Determine how many lines in the records include "edges". Write the number and nothing more.

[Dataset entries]
BEGIN
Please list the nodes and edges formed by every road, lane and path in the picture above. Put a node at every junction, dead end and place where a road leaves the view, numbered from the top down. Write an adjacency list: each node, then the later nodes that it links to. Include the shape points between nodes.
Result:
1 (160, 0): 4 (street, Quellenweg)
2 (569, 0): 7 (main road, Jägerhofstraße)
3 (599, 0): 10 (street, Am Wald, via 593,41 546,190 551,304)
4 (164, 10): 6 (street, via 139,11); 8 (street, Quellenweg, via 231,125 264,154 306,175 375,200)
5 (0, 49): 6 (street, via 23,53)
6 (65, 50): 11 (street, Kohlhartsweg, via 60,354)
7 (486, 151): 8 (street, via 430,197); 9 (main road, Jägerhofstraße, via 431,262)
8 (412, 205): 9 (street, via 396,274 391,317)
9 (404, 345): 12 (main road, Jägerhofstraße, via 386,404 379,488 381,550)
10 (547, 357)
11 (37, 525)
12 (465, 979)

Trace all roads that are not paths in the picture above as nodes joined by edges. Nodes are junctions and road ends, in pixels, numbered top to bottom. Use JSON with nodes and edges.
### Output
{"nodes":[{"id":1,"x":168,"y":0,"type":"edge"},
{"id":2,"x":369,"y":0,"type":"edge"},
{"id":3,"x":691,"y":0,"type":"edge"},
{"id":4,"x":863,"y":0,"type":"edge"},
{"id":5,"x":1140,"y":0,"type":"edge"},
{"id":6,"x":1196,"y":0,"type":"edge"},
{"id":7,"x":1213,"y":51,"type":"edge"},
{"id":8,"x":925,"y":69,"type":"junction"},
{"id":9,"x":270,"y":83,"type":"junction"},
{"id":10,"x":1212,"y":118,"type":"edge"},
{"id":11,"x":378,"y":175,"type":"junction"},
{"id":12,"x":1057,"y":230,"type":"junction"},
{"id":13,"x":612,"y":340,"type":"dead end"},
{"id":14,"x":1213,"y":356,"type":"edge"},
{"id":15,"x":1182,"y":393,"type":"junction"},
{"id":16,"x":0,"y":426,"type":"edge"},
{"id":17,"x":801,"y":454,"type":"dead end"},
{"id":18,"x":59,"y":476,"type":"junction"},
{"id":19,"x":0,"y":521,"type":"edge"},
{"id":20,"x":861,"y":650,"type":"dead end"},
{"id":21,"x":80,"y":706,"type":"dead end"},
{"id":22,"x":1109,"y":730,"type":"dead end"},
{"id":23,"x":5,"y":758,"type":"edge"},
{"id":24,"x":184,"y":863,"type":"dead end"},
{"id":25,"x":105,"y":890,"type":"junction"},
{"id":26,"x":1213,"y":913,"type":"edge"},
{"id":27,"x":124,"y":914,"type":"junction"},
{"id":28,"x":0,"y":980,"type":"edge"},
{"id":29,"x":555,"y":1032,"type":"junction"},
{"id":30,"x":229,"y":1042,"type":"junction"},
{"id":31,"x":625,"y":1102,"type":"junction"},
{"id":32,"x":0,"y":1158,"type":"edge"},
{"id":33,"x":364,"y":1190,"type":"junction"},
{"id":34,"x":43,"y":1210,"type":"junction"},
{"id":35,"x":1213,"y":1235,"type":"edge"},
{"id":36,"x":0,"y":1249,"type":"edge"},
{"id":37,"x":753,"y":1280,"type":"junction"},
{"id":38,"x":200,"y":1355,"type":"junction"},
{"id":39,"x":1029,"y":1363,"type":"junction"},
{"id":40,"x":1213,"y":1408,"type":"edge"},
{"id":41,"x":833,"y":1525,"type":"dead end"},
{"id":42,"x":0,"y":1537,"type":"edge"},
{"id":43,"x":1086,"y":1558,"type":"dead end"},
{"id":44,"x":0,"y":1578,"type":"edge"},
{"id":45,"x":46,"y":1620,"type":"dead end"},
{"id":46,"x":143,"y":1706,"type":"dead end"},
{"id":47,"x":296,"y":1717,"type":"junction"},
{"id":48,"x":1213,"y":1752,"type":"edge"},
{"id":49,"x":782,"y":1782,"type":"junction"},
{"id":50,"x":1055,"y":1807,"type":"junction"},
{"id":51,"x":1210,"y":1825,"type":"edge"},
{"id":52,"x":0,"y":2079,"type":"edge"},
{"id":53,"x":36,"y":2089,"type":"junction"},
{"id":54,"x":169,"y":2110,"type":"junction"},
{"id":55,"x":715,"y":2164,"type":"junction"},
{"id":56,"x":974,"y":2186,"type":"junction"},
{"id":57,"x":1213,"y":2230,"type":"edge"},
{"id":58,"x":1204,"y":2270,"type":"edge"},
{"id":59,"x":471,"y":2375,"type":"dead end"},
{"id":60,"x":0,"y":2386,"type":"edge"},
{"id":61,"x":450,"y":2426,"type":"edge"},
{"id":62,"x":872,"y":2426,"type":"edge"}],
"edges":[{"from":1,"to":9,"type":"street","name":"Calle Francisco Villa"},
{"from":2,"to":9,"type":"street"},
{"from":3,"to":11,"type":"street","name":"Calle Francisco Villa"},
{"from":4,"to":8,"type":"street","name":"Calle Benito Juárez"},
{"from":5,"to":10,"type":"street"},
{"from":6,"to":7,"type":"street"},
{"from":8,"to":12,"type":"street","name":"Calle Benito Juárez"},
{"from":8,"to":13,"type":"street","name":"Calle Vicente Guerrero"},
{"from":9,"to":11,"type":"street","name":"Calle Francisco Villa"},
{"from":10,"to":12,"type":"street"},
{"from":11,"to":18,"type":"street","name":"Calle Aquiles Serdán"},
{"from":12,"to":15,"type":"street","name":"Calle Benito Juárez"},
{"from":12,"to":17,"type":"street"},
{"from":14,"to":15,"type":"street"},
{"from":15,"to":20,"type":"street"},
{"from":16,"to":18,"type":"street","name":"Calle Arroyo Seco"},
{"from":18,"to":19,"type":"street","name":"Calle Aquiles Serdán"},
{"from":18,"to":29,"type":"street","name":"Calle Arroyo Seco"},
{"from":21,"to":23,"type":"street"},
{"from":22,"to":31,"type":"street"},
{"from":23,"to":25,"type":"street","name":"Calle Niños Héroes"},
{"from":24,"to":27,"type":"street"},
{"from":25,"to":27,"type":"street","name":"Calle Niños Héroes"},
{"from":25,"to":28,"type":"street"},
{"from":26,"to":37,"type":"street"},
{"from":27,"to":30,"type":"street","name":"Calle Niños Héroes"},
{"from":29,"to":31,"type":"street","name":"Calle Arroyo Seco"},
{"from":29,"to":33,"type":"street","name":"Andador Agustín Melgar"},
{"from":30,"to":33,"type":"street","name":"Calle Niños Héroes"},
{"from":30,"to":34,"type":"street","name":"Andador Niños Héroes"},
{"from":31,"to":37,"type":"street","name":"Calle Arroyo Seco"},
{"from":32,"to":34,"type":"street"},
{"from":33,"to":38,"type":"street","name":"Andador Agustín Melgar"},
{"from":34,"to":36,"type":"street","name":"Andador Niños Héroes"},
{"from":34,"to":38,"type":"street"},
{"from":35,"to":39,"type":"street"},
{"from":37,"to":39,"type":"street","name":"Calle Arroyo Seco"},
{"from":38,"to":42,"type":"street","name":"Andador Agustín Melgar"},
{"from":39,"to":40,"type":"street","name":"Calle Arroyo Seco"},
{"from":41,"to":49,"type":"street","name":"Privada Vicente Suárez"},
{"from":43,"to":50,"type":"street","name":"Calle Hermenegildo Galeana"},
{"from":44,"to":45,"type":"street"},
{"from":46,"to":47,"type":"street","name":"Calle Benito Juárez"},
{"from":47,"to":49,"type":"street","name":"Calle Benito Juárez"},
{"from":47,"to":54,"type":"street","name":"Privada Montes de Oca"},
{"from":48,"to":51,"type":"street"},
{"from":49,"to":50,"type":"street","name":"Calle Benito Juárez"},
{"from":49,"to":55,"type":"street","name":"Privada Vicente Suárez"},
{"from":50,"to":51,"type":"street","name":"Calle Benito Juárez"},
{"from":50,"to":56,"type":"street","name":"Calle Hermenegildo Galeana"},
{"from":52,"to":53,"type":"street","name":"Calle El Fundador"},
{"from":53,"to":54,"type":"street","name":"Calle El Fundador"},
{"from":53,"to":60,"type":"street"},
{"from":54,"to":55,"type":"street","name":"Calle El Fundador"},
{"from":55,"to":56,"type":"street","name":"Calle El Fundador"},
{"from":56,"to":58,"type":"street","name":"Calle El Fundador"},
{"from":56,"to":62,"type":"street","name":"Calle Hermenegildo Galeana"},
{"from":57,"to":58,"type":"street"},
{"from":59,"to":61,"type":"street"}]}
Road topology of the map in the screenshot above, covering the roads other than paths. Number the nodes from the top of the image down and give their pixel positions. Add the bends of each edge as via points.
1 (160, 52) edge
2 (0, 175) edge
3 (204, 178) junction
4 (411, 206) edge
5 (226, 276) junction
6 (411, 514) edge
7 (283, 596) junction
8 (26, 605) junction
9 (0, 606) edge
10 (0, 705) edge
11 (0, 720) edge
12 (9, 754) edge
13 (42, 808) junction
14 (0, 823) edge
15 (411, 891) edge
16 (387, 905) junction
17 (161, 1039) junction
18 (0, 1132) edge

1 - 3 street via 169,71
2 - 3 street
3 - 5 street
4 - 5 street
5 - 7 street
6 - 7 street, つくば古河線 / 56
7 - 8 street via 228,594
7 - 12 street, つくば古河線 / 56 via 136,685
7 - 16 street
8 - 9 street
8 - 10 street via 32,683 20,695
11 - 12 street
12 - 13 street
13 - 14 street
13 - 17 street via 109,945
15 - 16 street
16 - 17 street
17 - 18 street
END
● **Reply to the task**
3